▶ **Task prompt**
Determine how many lines of the entries contain "edges". Reply with that number alone.

▶ **The data**
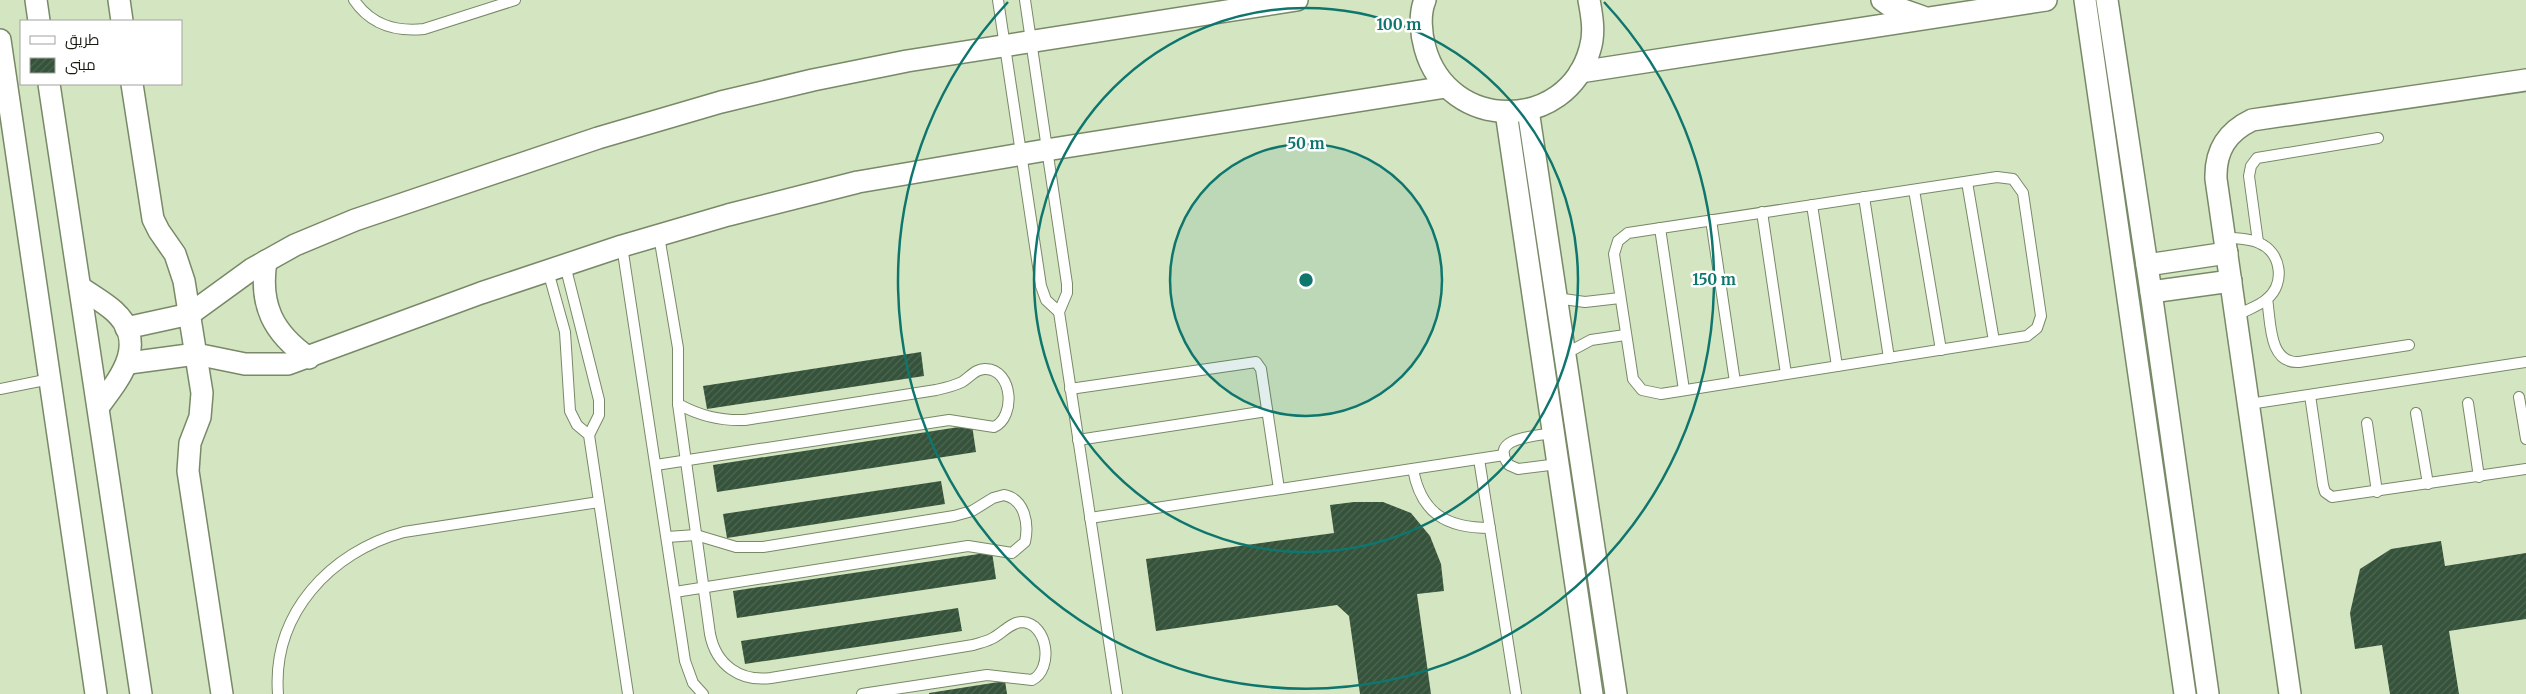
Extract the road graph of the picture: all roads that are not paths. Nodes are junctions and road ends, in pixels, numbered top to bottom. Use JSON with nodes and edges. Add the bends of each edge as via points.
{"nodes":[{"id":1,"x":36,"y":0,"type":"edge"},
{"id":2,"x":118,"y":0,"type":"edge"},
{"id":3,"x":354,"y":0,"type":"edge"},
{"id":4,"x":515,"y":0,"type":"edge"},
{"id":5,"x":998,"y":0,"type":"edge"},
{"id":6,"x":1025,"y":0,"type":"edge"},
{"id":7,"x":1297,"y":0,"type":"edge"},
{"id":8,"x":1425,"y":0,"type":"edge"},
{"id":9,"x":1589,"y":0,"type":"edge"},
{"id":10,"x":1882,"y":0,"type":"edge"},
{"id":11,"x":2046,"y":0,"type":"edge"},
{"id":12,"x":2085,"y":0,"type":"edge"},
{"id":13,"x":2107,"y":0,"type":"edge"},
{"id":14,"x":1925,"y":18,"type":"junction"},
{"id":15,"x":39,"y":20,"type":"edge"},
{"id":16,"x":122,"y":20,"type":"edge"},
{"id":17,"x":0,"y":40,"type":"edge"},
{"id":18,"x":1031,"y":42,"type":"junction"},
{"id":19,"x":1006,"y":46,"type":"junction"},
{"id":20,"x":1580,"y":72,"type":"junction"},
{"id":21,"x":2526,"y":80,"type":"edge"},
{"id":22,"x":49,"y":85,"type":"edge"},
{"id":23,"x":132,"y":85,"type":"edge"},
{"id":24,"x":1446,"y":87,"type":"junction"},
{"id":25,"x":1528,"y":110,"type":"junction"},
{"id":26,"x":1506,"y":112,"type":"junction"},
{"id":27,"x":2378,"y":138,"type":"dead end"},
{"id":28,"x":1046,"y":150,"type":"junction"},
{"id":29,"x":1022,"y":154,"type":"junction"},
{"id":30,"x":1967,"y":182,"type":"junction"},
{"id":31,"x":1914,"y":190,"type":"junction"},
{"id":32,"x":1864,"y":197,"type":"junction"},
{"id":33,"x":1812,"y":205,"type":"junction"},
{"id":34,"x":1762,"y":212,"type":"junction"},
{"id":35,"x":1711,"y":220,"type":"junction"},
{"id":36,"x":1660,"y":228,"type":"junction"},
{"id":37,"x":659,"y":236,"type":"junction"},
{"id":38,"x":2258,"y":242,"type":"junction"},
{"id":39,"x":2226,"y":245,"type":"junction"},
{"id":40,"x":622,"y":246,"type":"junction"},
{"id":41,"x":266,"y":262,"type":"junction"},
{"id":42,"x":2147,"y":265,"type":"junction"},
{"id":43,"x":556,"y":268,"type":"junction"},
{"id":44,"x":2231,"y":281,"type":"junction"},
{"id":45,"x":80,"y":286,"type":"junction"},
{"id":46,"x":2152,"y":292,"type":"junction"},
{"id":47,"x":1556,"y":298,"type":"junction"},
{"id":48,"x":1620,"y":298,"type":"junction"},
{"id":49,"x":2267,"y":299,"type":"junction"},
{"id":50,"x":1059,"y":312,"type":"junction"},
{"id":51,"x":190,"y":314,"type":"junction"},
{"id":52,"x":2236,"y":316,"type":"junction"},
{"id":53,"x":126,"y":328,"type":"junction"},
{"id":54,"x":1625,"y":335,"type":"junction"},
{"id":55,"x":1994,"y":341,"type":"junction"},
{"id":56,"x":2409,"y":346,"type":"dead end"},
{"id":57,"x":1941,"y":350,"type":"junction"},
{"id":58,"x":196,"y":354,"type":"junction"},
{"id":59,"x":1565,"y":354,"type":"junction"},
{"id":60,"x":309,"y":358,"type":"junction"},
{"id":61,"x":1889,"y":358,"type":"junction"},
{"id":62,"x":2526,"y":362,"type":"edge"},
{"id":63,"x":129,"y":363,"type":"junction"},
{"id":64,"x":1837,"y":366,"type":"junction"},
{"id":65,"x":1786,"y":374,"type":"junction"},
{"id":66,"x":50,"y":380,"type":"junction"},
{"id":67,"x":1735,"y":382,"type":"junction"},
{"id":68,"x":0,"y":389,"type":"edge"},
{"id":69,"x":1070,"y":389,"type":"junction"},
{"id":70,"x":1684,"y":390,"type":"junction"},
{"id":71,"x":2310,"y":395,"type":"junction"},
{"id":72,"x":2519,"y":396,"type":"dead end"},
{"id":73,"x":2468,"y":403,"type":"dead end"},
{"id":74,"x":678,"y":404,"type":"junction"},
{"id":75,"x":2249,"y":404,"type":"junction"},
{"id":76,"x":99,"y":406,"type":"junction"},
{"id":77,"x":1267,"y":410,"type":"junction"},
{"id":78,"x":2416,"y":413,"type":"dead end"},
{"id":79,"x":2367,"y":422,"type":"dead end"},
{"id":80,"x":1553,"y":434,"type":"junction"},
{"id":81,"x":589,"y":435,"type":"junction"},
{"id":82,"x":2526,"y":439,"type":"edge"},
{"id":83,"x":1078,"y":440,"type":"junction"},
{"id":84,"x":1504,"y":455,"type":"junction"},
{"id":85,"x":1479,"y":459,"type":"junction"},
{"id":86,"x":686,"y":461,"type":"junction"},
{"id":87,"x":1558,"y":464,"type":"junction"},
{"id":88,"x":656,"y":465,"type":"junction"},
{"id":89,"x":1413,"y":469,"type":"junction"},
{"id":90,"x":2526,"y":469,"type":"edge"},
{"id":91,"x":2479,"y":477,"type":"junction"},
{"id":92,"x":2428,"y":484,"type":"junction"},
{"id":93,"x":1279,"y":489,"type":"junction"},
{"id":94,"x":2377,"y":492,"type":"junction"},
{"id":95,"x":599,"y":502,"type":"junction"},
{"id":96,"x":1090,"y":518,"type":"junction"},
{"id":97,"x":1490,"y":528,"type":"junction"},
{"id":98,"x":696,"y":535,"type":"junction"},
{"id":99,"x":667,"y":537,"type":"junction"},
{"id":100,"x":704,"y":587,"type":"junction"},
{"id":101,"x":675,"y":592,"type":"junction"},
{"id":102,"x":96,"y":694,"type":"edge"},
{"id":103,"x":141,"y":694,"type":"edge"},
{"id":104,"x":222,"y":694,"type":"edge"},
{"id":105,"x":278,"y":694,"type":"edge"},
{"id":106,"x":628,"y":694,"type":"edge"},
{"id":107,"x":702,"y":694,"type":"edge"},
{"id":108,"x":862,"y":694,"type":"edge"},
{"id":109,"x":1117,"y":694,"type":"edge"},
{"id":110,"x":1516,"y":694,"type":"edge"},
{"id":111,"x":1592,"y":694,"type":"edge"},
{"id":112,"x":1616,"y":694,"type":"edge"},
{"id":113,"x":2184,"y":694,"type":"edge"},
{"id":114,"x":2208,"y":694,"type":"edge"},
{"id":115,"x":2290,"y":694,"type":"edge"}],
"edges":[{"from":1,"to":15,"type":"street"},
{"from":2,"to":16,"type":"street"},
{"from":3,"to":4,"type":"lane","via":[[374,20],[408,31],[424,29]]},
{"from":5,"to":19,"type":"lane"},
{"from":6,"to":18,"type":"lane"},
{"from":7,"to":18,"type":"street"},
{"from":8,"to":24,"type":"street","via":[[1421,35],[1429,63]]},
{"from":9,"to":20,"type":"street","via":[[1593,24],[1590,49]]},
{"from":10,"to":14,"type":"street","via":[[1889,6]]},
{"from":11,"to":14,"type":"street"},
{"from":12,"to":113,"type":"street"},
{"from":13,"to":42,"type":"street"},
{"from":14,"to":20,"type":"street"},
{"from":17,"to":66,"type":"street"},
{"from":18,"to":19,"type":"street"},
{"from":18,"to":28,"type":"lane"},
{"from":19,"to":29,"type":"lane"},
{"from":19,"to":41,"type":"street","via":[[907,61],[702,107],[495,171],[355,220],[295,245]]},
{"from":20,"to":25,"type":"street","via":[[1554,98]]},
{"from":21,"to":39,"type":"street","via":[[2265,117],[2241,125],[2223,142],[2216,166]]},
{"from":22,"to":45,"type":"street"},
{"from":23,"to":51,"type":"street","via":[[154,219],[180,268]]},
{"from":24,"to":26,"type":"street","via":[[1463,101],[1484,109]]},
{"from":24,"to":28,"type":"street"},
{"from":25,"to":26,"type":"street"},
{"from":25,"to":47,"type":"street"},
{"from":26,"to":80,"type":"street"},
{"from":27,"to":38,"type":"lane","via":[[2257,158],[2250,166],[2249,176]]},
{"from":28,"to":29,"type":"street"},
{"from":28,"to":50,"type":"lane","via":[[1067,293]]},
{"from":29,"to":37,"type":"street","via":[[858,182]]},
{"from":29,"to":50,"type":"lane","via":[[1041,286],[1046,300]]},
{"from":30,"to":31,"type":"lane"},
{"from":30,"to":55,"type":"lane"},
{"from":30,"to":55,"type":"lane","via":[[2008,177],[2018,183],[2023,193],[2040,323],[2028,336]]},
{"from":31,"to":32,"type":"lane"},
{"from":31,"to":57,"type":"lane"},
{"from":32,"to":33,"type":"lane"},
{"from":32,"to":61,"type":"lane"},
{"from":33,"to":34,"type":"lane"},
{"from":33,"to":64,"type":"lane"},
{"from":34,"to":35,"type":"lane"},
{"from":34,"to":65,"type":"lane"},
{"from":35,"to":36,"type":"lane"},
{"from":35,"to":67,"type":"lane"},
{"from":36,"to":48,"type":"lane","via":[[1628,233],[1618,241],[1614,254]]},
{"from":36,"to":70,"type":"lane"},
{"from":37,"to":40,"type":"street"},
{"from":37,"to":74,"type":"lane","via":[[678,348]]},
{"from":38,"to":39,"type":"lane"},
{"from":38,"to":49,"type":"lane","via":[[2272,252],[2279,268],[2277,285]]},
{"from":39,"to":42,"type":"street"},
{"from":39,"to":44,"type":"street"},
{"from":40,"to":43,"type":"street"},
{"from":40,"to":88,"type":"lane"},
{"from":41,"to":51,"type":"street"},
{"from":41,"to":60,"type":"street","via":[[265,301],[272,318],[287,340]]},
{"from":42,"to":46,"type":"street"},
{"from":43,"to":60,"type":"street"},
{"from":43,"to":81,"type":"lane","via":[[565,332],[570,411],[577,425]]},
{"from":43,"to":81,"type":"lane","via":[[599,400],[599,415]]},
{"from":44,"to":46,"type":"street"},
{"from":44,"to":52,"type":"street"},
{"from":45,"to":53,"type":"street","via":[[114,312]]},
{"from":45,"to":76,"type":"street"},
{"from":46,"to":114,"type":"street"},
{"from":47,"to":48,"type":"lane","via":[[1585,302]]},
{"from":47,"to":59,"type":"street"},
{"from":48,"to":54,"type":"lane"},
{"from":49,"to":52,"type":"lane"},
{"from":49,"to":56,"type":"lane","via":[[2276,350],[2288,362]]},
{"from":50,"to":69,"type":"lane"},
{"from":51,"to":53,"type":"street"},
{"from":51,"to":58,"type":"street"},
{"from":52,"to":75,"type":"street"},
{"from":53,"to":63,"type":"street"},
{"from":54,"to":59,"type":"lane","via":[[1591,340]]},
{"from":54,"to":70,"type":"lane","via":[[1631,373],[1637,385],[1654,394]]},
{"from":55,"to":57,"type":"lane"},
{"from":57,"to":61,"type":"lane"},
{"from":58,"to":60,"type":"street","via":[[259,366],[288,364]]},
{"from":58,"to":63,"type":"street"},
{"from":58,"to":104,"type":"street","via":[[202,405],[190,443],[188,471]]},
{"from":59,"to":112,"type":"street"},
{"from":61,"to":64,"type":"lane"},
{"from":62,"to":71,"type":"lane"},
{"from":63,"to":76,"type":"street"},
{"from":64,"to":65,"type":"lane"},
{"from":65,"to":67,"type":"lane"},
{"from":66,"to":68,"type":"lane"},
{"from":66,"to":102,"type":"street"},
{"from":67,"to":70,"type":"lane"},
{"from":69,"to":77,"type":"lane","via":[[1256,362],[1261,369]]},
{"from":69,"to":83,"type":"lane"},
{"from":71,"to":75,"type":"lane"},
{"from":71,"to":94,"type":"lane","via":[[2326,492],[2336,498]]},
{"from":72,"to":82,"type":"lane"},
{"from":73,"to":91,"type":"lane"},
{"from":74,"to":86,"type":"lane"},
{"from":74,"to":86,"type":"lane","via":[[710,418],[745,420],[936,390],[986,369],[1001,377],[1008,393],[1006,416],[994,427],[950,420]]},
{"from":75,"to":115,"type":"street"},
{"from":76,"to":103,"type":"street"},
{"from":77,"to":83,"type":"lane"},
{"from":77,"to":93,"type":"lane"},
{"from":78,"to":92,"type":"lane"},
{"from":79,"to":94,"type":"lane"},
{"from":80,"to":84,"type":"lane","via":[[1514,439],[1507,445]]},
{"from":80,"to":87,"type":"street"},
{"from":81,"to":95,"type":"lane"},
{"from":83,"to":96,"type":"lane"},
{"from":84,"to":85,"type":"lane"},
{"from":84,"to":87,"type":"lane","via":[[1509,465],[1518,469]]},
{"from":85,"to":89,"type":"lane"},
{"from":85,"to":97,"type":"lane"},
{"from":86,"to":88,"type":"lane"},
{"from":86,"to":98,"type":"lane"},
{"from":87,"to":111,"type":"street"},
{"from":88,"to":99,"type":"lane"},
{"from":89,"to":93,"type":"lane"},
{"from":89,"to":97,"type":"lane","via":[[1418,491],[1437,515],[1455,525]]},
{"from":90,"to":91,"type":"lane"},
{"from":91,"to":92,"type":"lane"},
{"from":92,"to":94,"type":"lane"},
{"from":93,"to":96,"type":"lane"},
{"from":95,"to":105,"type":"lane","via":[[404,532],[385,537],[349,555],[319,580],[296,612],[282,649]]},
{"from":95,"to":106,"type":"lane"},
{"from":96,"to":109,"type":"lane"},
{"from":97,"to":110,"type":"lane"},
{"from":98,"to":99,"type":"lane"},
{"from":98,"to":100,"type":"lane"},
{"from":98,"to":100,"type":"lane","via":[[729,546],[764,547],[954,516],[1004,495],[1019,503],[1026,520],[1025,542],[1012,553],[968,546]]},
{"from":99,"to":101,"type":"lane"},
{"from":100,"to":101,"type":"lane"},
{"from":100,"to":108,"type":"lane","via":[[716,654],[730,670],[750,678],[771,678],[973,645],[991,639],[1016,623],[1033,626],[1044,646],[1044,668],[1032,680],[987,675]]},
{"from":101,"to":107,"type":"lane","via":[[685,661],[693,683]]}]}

▶ **Response**
2